Human Molecular Genetics Advance Access published online on May 10, 2008
Human Molecular Genetics, doi:10.1093/hmg/ddn146
Elucidating the Relationship between DISC1, NDEL1, and NDE1 and the Risk for Schizophrenia: Evidence of Epistasis and Competitive Binding
1 The Zucker Hillside Hospital, North Shore-Long Island Jewish Health System, Department of Psychiatry Research, Glen Oaks, NY 2 Albert Einstein College of Medicine, Department of Psychiatry, New York, NY 3 The Feinstein Institute for Medical Research, Manhasset, NY 4 Johns Hopkins University, Department of Psychiatry, Baltimore, MD 5 Laboratory of Neurogenetics, National Institute on Alcohol Abuse and Alcoholism, Bethesda, MD 6 Department of Health Chemistry, Faculty of Pharmaceutical Sciences, Graduate School of Pharmaceutical Sciences, The University of Tokyo, Tokyo, Japan 7 Johns Hopkins University, Department of Neuroscience, Graduate Program in Cellular and Molecular Medicine, Baltimore, MD
* Address correspondence to Katherine E Burdick, PhD, The Zucker Hillside Hospital, North-Shore-Long Island Jewish Health System, 75-59 263rd Street, Glen Oaks, NY 11004. Telephone (718) 470-8167, Fax: (718) 343-1659, Email: kburdick{at}lij.edu
Received February 1, 2008; Revised May 7, 2008; Accepted May 7, 2008
DISC1 influences susceptibility to psychiatric disease and related phenotypes. Intact functions of DISC1 and its binding partners, NDEL1 and NDE1, are critical to neurodevelopmental processes aberrant in schizophrenia. Despite evidence of a NDEL1-DISC1 protein interaction, there have been no investigations of the NDEL1 gene or the relationship between NDEL1 and DISC1 in schizophrenia. We genotyped 6 NDEL1 SNPs in 275 Caucasian schizophrenia patients and 200 controls and tested for association and interaction between the functional SNP Ser704Cys in DISC1 and NDEL1. We also evaluated the relationship between NDE1 and DISC1 genotype and schizophrenia. Finally, in a series of in-vitro assays, we determined the binding profiles of NDEL1 and NDE1, in relation to DISC1 Ser704Cys.

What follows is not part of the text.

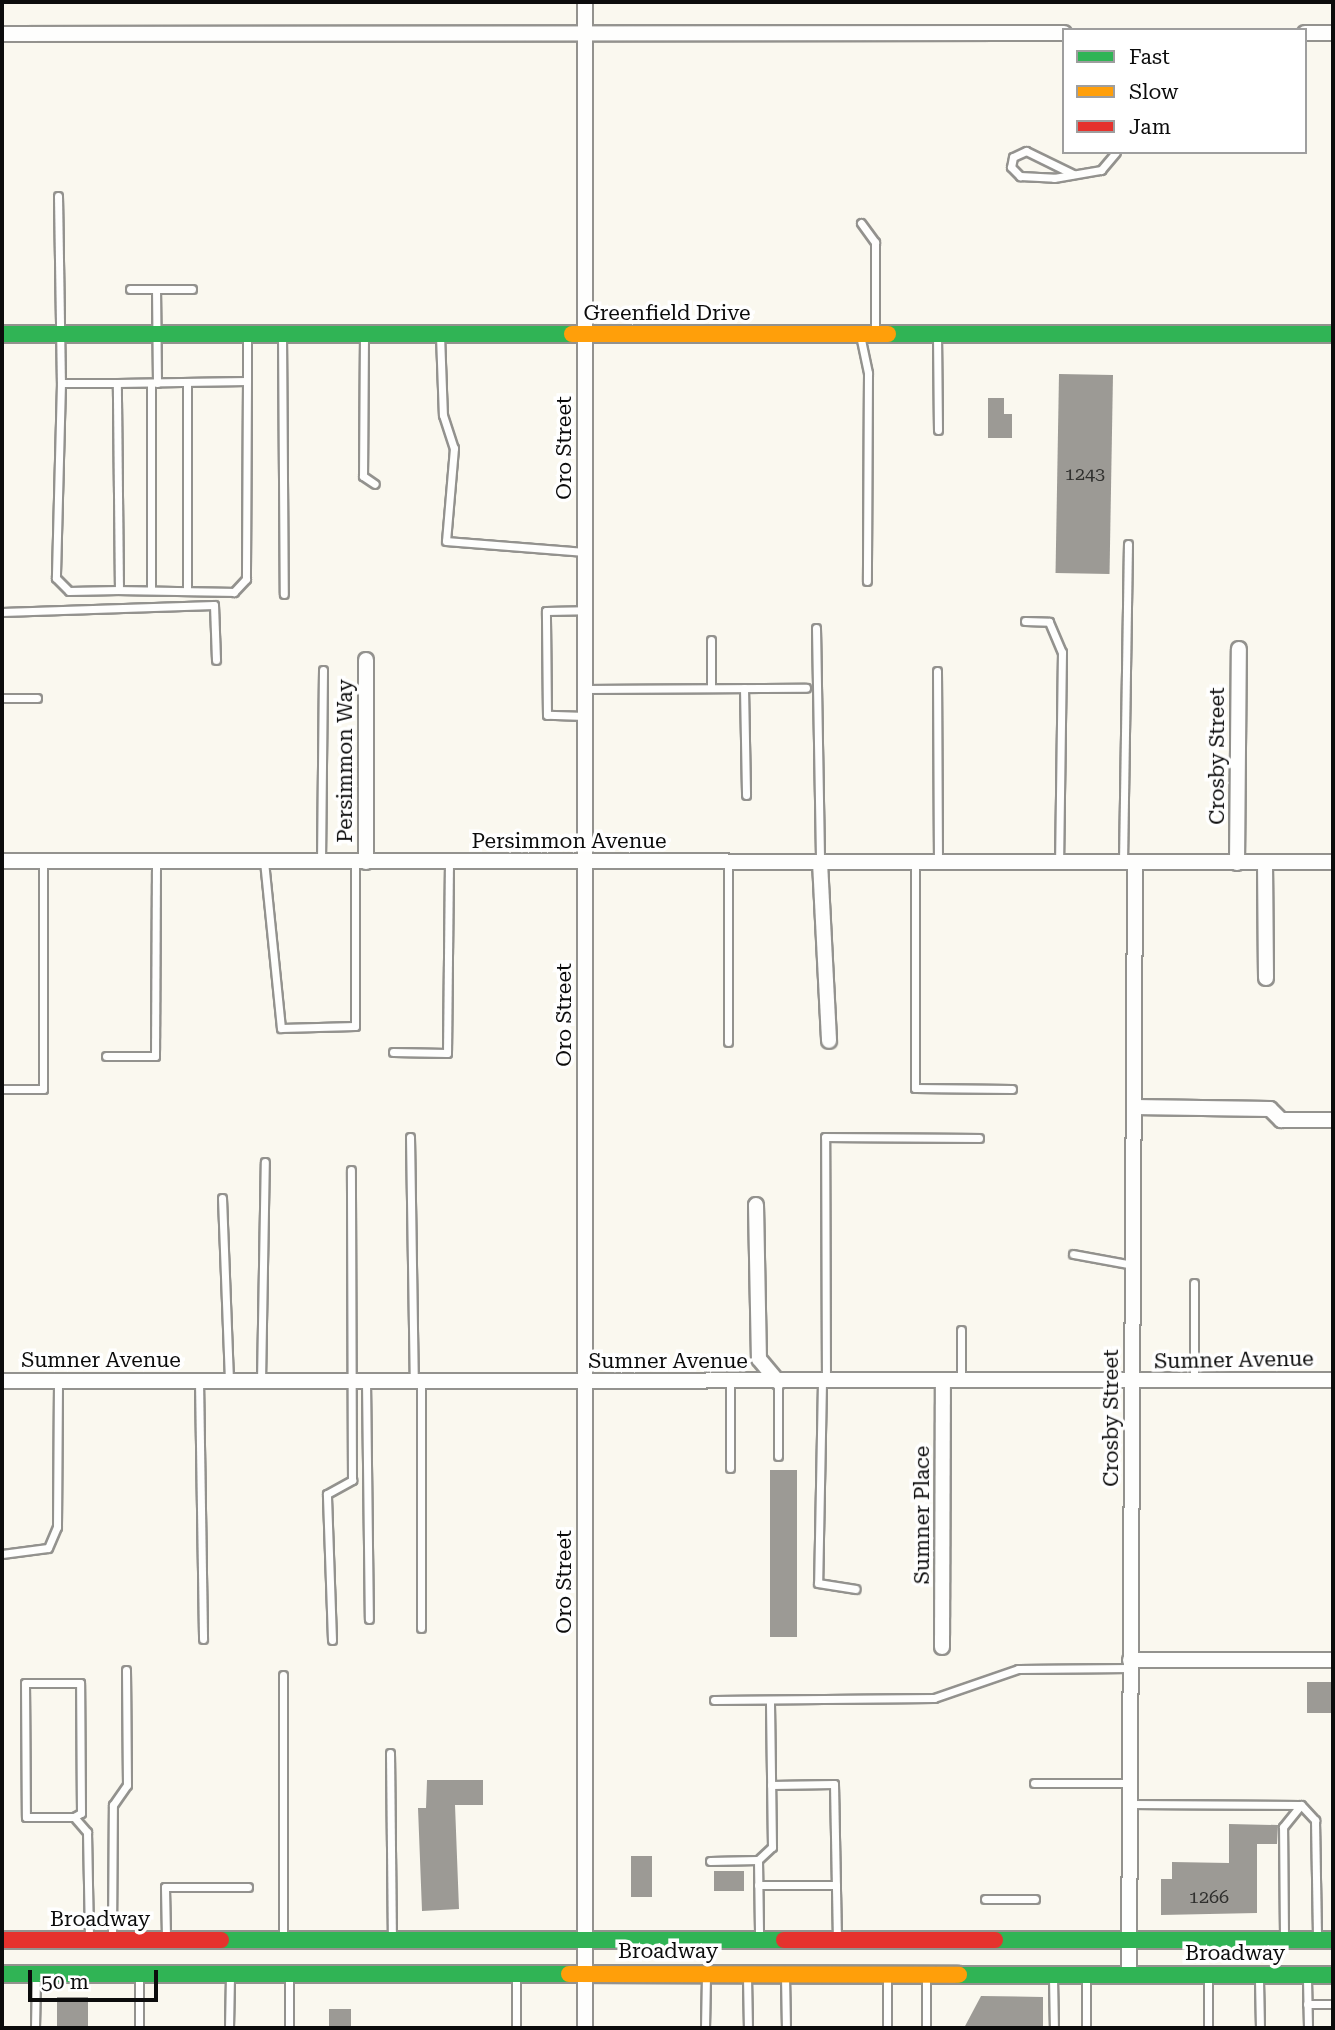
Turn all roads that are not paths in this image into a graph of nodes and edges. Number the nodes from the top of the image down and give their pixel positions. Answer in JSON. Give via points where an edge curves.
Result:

We observed a single haplotype block within NDEL1; the majority of variation was captured by NDEL1 rs1391768. We observed a significant interaction between rs1391768 and DISC1 Ser704Cys, with the effect of NDEL1 on schizophrenia evident only against the background of DISC1 Ser704 homozygosity. Secondary analyses revealed no direct relationship between NDE1 genotype and SZ; however, there was an opposite pattern of risk for NDE1 genotype when conditioned on DISC1 Ser704Cys, with NDE1rs3784859 imparting a significant effect but only in the context of a Cys carrying background. In addition, we report opposing binding patterns of NDEL1 and NDE1 to Ser704 versus Cys704, at the same DISC1 binding domain. These data suggest that NDEL1 significantly influences risk for SZ via an interaction with DISC1. We propose a model where NDEL1 and NDE1 compete for binding with DISC1.